In the entries below, find each line with the word "Itaperuna" and return it.

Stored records
◆ ◆ ◆ ◆

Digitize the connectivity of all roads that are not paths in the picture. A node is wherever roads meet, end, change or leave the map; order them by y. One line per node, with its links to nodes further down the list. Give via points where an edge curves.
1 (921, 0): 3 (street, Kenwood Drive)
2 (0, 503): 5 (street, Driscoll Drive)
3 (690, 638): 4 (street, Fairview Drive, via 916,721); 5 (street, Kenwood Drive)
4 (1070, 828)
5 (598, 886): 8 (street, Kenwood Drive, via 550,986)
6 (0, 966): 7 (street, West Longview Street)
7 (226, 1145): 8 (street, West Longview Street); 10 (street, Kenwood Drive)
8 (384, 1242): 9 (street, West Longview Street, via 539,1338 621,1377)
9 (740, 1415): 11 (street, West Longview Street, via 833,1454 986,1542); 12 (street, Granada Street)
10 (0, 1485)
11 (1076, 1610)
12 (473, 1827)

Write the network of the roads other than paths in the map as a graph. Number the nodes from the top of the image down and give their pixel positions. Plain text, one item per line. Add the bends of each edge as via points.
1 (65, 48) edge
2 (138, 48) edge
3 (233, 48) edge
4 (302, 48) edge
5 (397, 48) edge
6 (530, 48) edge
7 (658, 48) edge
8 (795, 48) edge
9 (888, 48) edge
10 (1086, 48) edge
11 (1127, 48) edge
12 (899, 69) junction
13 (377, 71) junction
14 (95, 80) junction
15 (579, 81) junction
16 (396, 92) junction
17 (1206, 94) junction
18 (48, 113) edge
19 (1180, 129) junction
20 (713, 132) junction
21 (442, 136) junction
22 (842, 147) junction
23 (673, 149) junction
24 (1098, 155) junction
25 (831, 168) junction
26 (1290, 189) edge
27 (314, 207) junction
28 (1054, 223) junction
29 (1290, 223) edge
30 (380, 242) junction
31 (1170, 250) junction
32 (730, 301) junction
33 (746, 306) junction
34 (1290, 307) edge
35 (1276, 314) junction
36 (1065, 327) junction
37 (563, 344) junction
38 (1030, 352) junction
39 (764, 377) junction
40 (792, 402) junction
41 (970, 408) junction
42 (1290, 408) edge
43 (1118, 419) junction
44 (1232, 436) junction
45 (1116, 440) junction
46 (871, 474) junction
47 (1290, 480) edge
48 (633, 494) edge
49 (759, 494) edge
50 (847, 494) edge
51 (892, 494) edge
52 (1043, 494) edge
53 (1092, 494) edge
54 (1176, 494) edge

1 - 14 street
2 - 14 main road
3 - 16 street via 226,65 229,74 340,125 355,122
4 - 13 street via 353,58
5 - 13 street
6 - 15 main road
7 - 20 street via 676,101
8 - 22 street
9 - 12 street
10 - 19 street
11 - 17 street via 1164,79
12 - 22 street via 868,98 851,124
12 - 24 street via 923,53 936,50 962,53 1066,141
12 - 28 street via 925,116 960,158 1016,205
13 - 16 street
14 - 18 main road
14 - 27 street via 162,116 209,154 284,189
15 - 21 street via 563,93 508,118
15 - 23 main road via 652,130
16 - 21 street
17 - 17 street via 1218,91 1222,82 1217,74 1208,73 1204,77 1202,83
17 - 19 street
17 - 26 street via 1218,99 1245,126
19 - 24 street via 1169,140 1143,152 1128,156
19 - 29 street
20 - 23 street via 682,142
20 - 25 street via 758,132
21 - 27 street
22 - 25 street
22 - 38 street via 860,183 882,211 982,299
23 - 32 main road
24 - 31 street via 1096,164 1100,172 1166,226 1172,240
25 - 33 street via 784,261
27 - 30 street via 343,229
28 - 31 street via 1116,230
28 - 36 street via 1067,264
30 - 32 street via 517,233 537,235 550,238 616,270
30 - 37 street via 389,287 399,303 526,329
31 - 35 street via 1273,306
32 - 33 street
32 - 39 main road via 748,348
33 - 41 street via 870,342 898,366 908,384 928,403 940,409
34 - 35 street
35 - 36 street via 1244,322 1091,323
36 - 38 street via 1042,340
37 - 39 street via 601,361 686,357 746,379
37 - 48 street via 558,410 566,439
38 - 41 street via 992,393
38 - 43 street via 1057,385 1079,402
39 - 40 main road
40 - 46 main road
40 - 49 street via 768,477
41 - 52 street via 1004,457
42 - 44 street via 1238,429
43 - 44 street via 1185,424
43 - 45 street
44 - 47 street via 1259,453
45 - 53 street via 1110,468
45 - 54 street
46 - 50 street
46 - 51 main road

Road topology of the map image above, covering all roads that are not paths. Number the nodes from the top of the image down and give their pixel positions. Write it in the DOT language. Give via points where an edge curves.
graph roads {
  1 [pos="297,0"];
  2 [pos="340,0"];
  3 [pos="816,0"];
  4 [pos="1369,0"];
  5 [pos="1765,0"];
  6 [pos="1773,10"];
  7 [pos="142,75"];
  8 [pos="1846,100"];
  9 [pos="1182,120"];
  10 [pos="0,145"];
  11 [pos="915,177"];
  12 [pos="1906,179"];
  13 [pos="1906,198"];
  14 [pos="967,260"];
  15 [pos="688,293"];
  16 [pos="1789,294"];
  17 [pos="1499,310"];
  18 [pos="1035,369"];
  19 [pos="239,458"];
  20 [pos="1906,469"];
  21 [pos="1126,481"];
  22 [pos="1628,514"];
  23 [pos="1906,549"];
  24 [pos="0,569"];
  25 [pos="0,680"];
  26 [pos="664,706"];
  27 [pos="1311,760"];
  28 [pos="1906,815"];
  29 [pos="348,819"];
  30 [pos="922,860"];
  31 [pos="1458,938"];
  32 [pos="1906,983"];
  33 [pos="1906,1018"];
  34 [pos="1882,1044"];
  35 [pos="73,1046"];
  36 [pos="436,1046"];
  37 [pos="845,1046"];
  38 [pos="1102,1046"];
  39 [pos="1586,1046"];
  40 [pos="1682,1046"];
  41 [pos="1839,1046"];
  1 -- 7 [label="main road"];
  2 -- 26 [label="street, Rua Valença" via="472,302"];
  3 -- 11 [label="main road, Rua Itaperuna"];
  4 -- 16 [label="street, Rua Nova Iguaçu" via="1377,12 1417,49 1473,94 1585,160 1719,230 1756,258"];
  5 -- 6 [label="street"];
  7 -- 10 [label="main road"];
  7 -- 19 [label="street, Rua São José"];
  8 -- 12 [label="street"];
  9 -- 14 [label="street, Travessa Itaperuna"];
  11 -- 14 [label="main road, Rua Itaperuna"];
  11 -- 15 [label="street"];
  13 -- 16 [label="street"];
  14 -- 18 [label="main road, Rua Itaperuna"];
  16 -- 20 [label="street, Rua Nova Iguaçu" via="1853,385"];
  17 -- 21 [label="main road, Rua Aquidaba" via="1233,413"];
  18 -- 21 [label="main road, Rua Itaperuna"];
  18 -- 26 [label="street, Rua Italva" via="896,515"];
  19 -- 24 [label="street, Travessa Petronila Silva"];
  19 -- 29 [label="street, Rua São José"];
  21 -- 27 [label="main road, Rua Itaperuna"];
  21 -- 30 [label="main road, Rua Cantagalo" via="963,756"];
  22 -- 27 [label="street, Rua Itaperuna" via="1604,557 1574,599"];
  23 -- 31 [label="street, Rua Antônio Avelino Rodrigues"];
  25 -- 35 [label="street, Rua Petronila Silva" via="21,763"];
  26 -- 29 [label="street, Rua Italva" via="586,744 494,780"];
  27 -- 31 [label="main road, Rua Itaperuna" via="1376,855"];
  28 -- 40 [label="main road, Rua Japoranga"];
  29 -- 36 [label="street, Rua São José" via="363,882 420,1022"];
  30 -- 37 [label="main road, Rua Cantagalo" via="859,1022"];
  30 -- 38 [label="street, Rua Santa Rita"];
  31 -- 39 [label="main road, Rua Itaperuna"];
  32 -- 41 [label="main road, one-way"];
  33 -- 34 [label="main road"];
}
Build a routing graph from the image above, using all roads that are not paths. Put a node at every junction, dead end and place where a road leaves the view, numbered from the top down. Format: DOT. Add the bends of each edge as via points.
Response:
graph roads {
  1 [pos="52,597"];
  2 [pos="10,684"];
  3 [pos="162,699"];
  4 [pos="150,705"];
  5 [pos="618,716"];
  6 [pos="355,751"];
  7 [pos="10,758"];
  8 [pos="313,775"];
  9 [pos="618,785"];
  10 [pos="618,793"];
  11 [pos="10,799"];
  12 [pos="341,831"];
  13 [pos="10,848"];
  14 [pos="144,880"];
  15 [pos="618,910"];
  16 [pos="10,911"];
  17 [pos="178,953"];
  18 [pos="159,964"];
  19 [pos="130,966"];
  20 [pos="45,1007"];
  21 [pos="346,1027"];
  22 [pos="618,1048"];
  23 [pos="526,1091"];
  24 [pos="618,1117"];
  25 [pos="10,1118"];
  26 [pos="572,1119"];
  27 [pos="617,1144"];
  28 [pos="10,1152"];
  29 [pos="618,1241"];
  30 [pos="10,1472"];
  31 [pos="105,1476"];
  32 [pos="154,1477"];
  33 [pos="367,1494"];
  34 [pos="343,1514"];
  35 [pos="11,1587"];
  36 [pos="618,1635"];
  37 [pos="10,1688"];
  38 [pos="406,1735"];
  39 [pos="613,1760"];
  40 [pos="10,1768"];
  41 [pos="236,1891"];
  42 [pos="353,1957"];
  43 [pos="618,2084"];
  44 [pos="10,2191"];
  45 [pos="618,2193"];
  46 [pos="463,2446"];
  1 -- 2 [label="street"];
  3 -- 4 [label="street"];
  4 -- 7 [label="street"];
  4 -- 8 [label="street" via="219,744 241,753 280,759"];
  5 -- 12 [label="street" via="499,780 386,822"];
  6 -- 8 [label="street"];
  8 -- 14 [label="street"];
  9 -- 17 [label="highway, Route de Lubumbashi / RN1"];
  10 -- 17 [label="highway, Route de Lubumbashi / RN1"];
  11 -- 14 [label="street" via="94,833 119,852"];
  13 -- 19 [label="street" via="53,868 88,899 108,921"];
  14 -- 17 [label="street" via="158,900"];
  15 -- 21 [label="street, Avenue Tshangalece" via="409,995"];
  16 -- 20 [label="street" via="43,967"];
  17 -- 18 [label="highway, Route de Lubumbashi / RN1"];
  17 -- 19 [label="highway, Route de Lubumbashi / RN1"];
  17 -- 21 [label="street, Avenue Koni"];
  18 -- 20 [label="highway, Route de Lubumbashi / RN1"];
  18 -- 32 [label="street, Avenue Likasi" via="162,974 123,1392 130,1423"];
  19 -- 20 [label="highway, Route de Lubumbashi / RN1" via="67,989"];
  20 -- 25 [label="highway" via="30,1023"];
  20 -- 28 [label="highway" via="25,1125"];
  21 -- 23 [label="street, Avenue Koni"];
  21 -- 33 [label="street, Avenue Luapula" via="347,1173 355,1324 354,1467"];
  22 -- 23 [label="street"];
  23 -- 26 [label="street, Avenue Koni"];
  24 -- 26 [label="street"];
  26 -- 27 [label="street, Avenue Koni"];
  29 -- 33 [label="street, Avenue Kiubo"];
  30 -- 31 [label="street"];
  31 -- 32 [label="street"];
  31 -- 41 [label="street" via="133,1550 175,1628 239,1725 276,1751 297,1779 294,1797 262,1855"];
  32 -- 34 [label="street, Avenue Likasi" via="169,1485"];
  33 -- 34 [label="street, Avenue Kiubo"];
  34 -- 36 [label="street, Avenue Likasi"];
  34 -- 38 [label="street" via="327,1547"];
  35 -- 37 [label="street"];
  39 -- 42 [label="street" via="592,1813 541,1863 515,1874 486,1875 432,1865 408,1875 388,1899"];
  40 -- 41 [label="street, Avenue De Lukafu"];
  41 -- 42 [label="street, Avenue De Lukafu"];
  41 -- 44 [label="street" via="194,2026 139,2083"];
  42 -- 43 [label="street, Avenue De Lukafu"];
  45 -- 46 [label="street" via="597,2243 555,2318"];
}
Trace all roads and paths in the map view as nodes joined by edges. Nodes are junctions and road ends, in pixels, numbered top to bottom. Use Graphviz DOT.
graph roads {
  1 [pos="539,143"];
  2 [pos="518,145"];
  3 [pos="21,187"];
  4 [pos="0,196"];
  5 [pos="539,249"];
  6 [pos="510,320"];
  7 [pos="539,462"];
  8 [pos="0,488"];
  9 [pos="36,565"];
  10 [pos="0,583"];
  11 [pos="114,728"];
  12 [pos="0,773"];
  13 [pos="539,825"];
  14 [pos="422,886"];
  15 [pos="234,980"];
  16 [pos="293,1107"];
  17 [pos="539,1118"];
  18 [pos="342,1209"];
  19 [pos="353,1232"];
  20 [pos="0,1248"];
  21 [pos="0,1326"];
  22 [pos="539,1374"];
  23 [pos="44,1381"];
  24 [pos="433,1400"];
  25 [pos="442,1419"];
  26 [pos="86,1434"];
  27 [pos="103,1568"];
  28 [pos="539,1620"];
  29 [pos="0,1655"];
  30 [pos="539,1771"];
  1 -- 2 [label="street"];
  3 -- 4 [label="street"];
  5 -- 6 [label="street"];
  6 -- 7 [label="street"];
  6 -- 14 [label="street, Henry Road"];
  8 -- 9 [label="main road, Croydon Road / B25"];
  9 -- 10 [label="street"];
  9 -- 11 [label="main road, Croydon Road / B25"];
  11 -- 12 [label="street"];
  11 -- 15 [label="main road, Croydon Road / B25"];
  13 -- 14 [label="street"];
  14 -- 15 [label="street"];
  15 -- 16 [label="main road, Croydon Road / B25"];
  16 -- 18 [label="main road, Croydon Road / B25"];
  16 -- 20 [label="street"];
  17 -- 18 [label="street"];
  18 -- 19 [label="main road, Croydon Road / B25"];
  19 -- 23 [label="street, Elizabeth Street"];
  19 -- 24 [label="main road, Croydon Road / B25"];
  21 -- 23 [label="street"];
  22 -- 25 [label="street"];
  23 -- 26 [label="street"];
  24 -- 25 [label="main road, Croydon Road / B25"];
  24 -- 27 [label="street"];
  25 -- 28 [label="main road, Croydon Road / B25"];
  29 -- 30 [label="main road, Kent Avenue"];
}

◆ ◆ ◆ ◆

Completed task -
  3 -- 11 [label="main road, Rua Itaperuna"];
  9 -- 14 [label="street, Travessa Itaperuna"];
  11 -- 14 [label="main road, Rua Itaperuna"];
  14 -- 18 [label="main road, Rua Itaperuna"];
  18 -- 21 [label="main road, Rua Itaperuna"];
  21 -- 27 [label="main road, Rua Itaperuna"];
  22 -- 27 [label="street, Rua Itaperuna" via="1604,557 1574,599"];
  27 -- 31 [label="main road, Rua Itaperuna" via="1376,855"];
  31 -- 39 [label="main road, Rua Itaperuna"];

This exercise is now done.